L’USINE C misera sur les formes hybrides, les grands noms internationaux et les œuvres où l’intime devient un terrain politique pour sa saison 2026-2027. Dévoilée par sa directrice générale et artistique Angela Konrad, cette nouvelle programmation fera dialoguer théâtre, danse, performance, musique et cirque contemporain à travers une série de propositions radicales, souvent frontales, portées notamment par Pussy Riot, Thomas Ostermeier, Édouard Louis, Christian Lapointe et le collectif montréalais People Watching.
La saison s’ouvrira en septembre avec DANSEPROPHÉTIQUEÂL’ÎLEBIZARRE de Geneviève Matthieu, exposition-performance immersive poursuivant l’univers baroque et organique de l’artiste disparue en 2025. Suivra REPLICA, nouvelle création de la chorégraphe montréalaise Andrea Peña, présentée avec le Festival Quartiers Danses, où les interprètes Frédérique Rodier et James Phillips explorent la représentation du corps dans un environnement mêlant artificialité et émotion brute.

Entre installation, rituel et performance, DANSEPROPHÉTIQUEÂL’ÎLEBIZARRE prolonge l’univers baroque et organique de Geneviève Matthieu dans un espace peuplé de sculptures, de figures hybrides et de présences troublantes. © Maryse Boyce
En octobre, l’USINE C accueillera à nouveau Thomas Ostermeier, directeur de la Schaubühne Berlin, qui mettra en scène QUI A TUÉ MON PÈRE (notre photo principale), adaptation du récit autobiographique d’Édouard Louis interprété par l’auteur lui-même.

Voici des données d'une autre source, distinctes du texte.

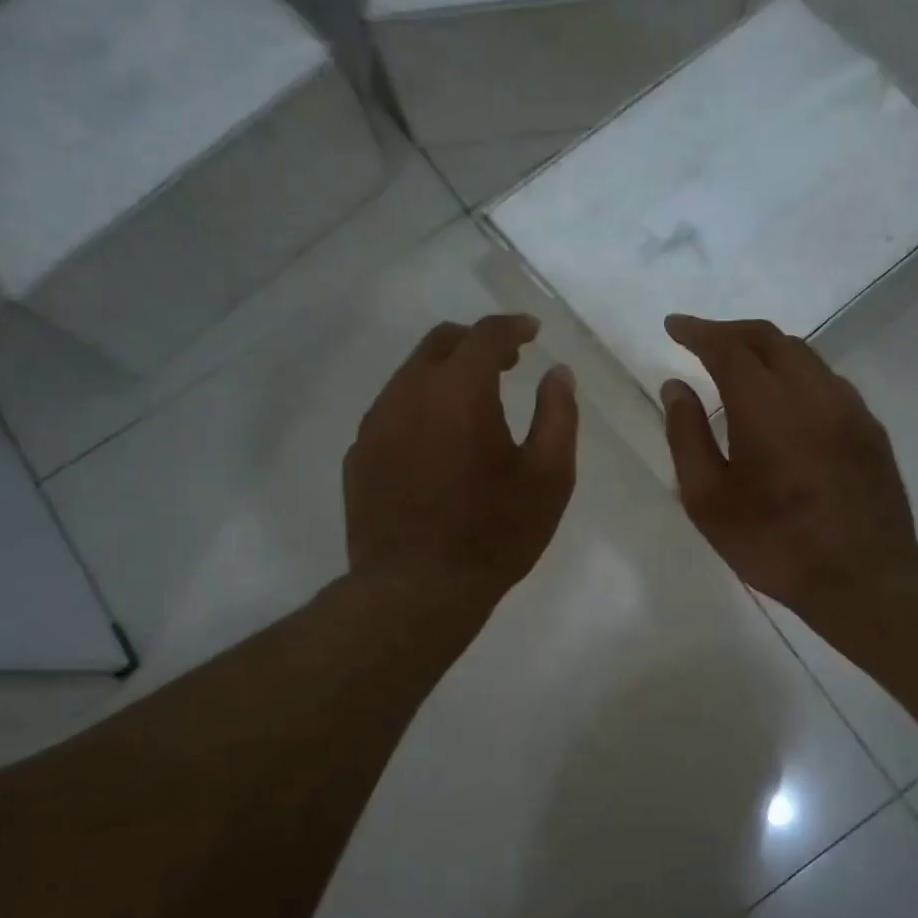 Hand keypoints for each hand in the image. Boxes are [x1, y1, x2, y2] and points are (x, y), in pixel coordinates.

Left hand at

Le spectacle transformera la relation filiale racontée dans le livre en geste théâtral explicitement politique.
Très attendu après le succès international de Play Dead, le collectif montréalais People Watching présentera en décembre DOGMA, une création en première mondiale développée durant une résidence de deux ans à l’USINE C. À la croisée du cirque, de la danse et du théâtre physique, le spectacle prendra place dans un « terrarium humain » où un groupe verra ses convictions basculer dans un univers oscillant entre mythe et intimité.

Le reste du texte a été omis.